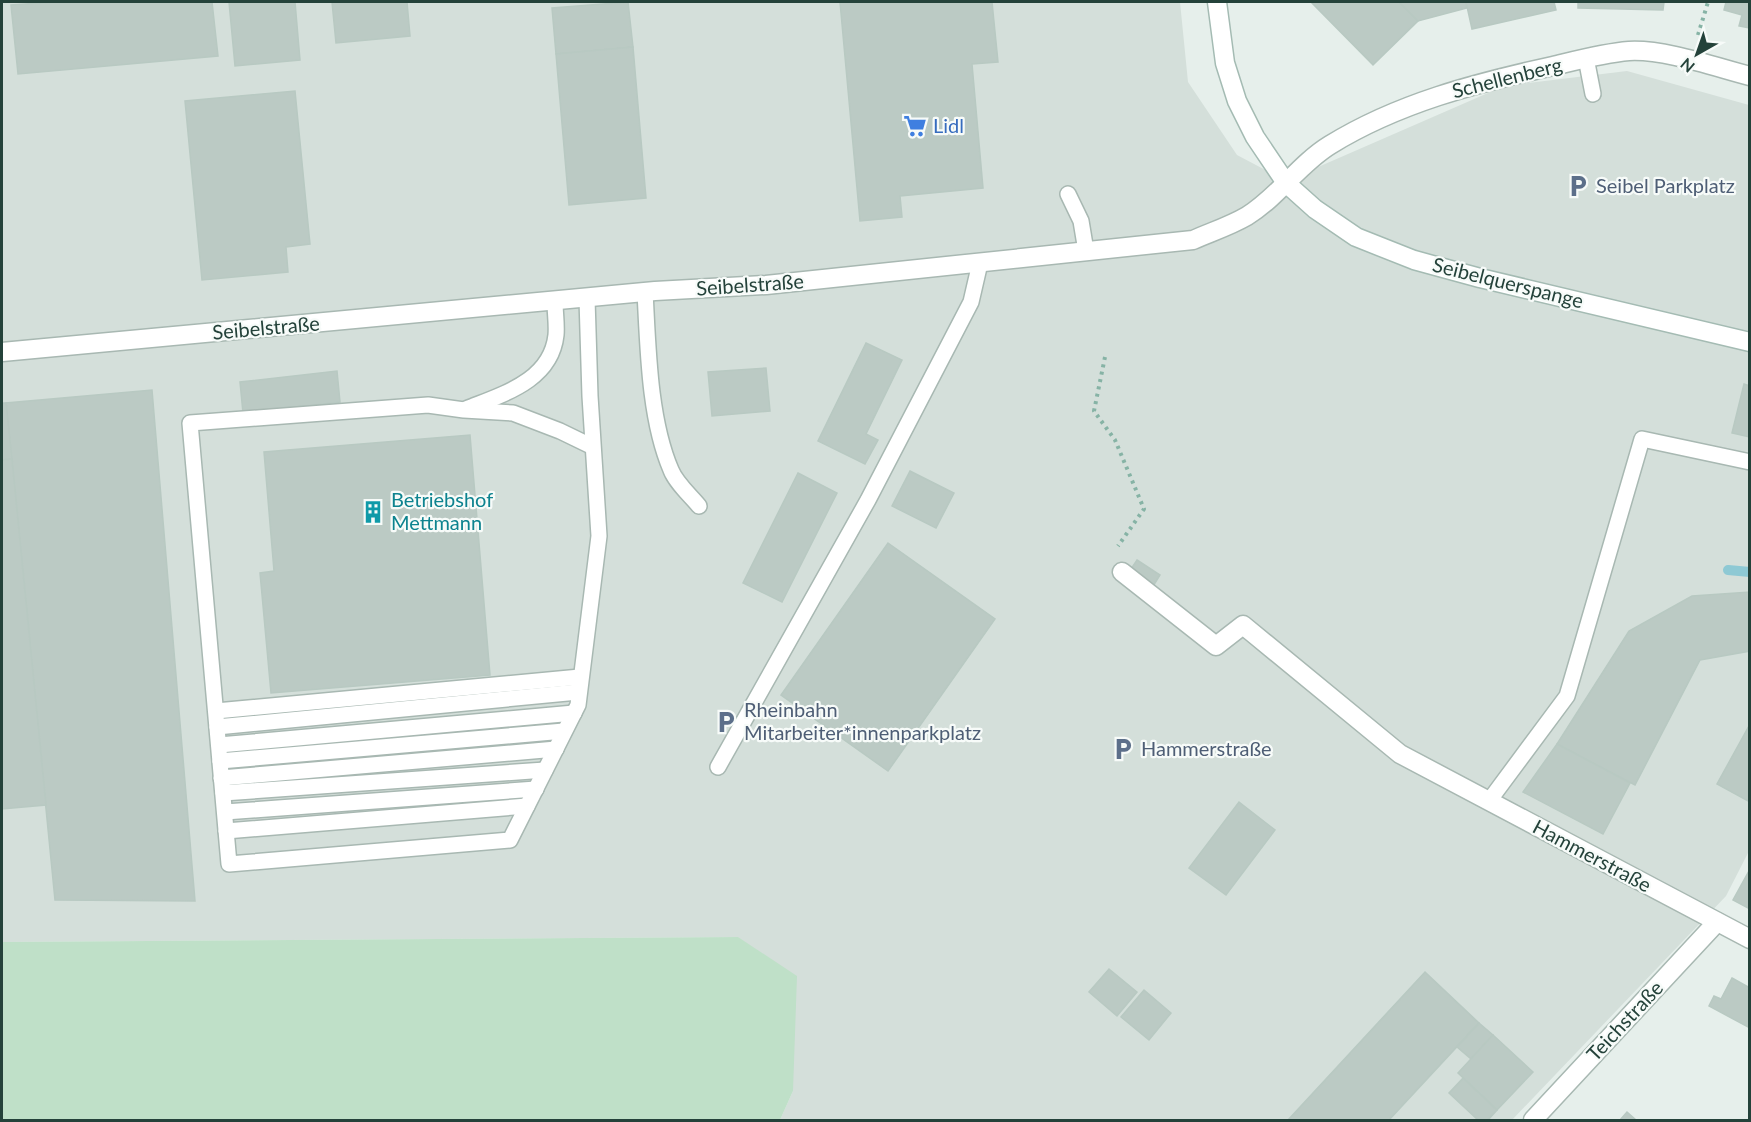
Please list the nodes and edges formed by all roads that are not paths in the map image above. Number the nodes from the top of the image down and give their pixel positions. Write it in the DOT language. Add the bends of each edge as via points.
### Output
graph roads {
  1 [pos="1217,2"];
  2 [pos="1587,58"];
  3 [pos="1749,76"];
  4 [pos="1593,94"];
  5 [pos="1286,183"];
  6 [pos="1068,194"];
  7 [pos="1086,251"];
  8 [pos="981,264"];
  9 [pos="645,292"];
  10 [pos="587,299"];
  11 [pos="555,302"];
  12 [pos="1749,342"];
  13 [pos="2,352"];
  14 [pos="464,410"];
  15 [pos="593,447"];
  16 [pos="1749,462"];
  17 [pos="699,506"];
  18 [pos="1122,572"];
  19 [pos="579,685"];
  20 [pos="216,711"];
  21 [pos="574,713"];
  22 [pos="217,727"];
  23 [pos="564,731"];
  24 [pos="219,745"];
  25 [pos="556,749"];
  26 [pos="220,761"];
  27 [pos="718,768"];
  28 [pos="545,770"];
  29 [pos="222,785"];
  30 [pos="536,789"];
  31 [pos="1489,801"];
  32 [pos="527,806"];
  33 [pos="225,812"];
  34 [pos="226,831"];
  35 [pos="1717,922"];
  36 [pos="1749,939"];
  37 [pos="1533,1120"];
  1 -- 5 [label="street" via="1225,63 1237,101 1255,137"];
  2 -- 3 [label="street, Schellenberg" via="1629,51 1651,52"];
  2 -- 4 [label="lane"];
  2 -- 5 [label="street, Schellenberg" via="1441,95 1380,118 1329,145"];
  5 -- 7 [label="street, Seibelstraße" via="1248,215 1193,240"];
  5 -- 12 [label="street, Seibelquerspange" via="1356,237 1414,260"];
  6 -- 7 [label="lane" via="1082,221"];
  7 -- 8 [label="street, Seibelstraße"];
  8 -- 9 [label="street, Seibelstraße" via="766,285"];
  8 -- 27 [label="lane" via="971,302 868,500"];
  9 -- 10 [label="street, Seibelstraße"];
  9 -- 17 [label="lane" via="659,436 672,472"];
  10 -- 11 [label="street, Seibelstraße"];
  10 -- 15 [label="lane"];
  11 -- 13 [label="street, Seibelstraße"];
  11 -- 14 [label="lane" via="556,337 544,368 518,388"];
  14 -- 15 [label="lane" via="513,413"];
  14 -- 20 [label="lane" via="428,405 190,423"];
  15 -- 19 [label="lane" via="599,536"];
  16 -- 31 [label="lane" via="1642,439 1567,696"];
  18 -- 31 [label="street, Hammerstraße" via="1215,646 1243,626 1400,754"];
  19 -- 20 [label="lane"];
  19 -- 21 [label="lane"];
  19 -- 22 [label="lane"];
  20 -- 22 [label="lane"];
  21 -- 23 [label="lane"];
  21 -- 24 [label="lane"];
  22 -- 24 [label="lane"];
  23 -- 25 [label="lane"];
  23 -- 26 [label="lane"];
  24 -- 26 [label="lane"];
  25 -- 28 [label="lane"];
  25 -- 29 [label="lane"];
  26 -- 29 [label="lane"];
  28 -- 29 [label="lane"];
  28 -- 30 [label="lane"];
  29 -- 33 [label="lane"];
  30 -- 32 [label="lane"];
  30 -- 33 [label="lane"];
  31 -- 35 [label="street, Hammerstraße"];
  32 -- 34 [label="lane"];
  32 -- 34 [label="lane" via="510,840 229,864"];
  33 -- 34 [label="lane"];
  35 -- 36 [label="street, Hammerstraße"];
  35 -- 37 [label="street, Teichstraße"];
}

══════════════════════════════

## Exercise directions
A word-for-word copy of the entries above is needed, with every picture dropped.

## Problem solution
Please list the nodes and edges formed by all roads that are not paths in the map image above. Number the nodes from the top of the image down and give their pixel positions. Write it in the DOT language. Add the bends of each edge as via points.
### Output
graph roads {
  1 [pos="1217,2"];
  2 [pos="1587,58"];
  3 [pos="1749,76"];
  4 [pos="1593,94"];
  5 [pos="1286,183"];
  6 [pos="1068,194"];
  7 [pos="1086,251"];
  8 [pos="981,264"];
  9 [pos="645,292"];
  10 [pos="587,299"];
  11 [pos="555,302"];
  12 [pos="1749,342"];
  13 [pos="2,352"];
  14 [pos="464,410"];
  15 [pos="593,447"];
  16 [pos="1749,462"];
  17 [pos="699,506"];
  18 [pos="1122,572"];
  19 [pos="579,685"];
  20 [pos="216,711"];
  21 [pos="574,713"];
  22 [pos="217,727"];
  23 [pos="564,731"];
  24 [pos="219,745"];
  25 [pos="556,749"];
  26 [pos="220,761"];
  27 [pos="718,768"];
  28 [pos="545,770"];
  29 [pos="222,785"];
  30 [pos="536,789"];
  31 [pos="1489,801"];
  32 [pos="527,806"];
  33 [pos="225,812"];
  34 [pos="226,831"];
  35 [pos="1717,922"];
  36 [pos="1749,939"];
  37 [pos="1533,1120"];
  1 -- 5 [label="street" via="1225,63 1237,101 1255,137"];
  2 -- 3 [label="street, Schellenberg" via="1629,51 1651,52"];
  2 -- 4 [label="lane"];
  2 -- 5 [label="street, Schellenberg" via="1441,95 1380,118 1329,145"];
  5 -- 7 [label="street, Seibelstraße" via="1248,215 1193,240"];
  5 -- 12 [label="street, Seibelquerspange" via="1356,237 1414,260"];
  6 -- 7 [label="lane" via="1082,221"];
  7 -- 8 [label="street, Seibelstraße"];
  8 -- 9 [label="street, Seibelstraße" via="766,285"];
  8 -- 27 [label="lane" via="971,302 868,500"];
  9 -- 10 [label="street, Seibelstraße"];
  9 -- 17 [label="lane" via="659,436 672,472"];
  10 -- 11 [label="street, Seibelstraße"];
  10 -- 15 [label="lane"];
  11 -- 13 [label="street, Seibelstraße"];
  11 -- 14 [label="lane" via="556,337 544,368 518,388"];
  14 -- 15 [label="lane" via="513,413"];
  14 -- 20 [label="lane" via="428,405 190,423"];
  15 -- 19 [label="lane" via="599,536"];
  16 -- 31 [label="lane" via="1642,439 1567,696"];
  18 -- 31 [label="street, Hammerstraße" via="1215,646 1243,626 1400,754"];
  19 -- 20 [label="lane"];
  19 -- 21 [label="lane"];
  19 -- 22 [label="lane"];
  20 -- 22 [label="lane"];
  21 -- 23 [label="lane"];
  21 -- 24 [label="lane"];
  22 -- 24 [label="lane"];
  23 -- 25 [label="lane"];
  23 -- 26 [label="lane"];
  24 -- 26 [label="lane"];
  25 -- 28 [label="lane"];
  25 -- 29 [label="lane"];
  26 -- 29 [label="lane"];
  28 -- 29 [label="lane"];
  28 -- 30 [label="lane"];
  29 -- 33 [label="lane"];
  30 -- 32 [label="lane"];
  30 -- 33 [label="lane"];
  31 -- 35 [label="street, Hammerstraße"];
  32 -- 34 [label="lane"];
  32 -- 34 [label="lane" via="510,840 229,864"];
  33 -- 34 [label="lane"];
  35 -- 36 [label="street, Hammerstraße"];
  35 -- 37 [label="street, Teichstraße"];
}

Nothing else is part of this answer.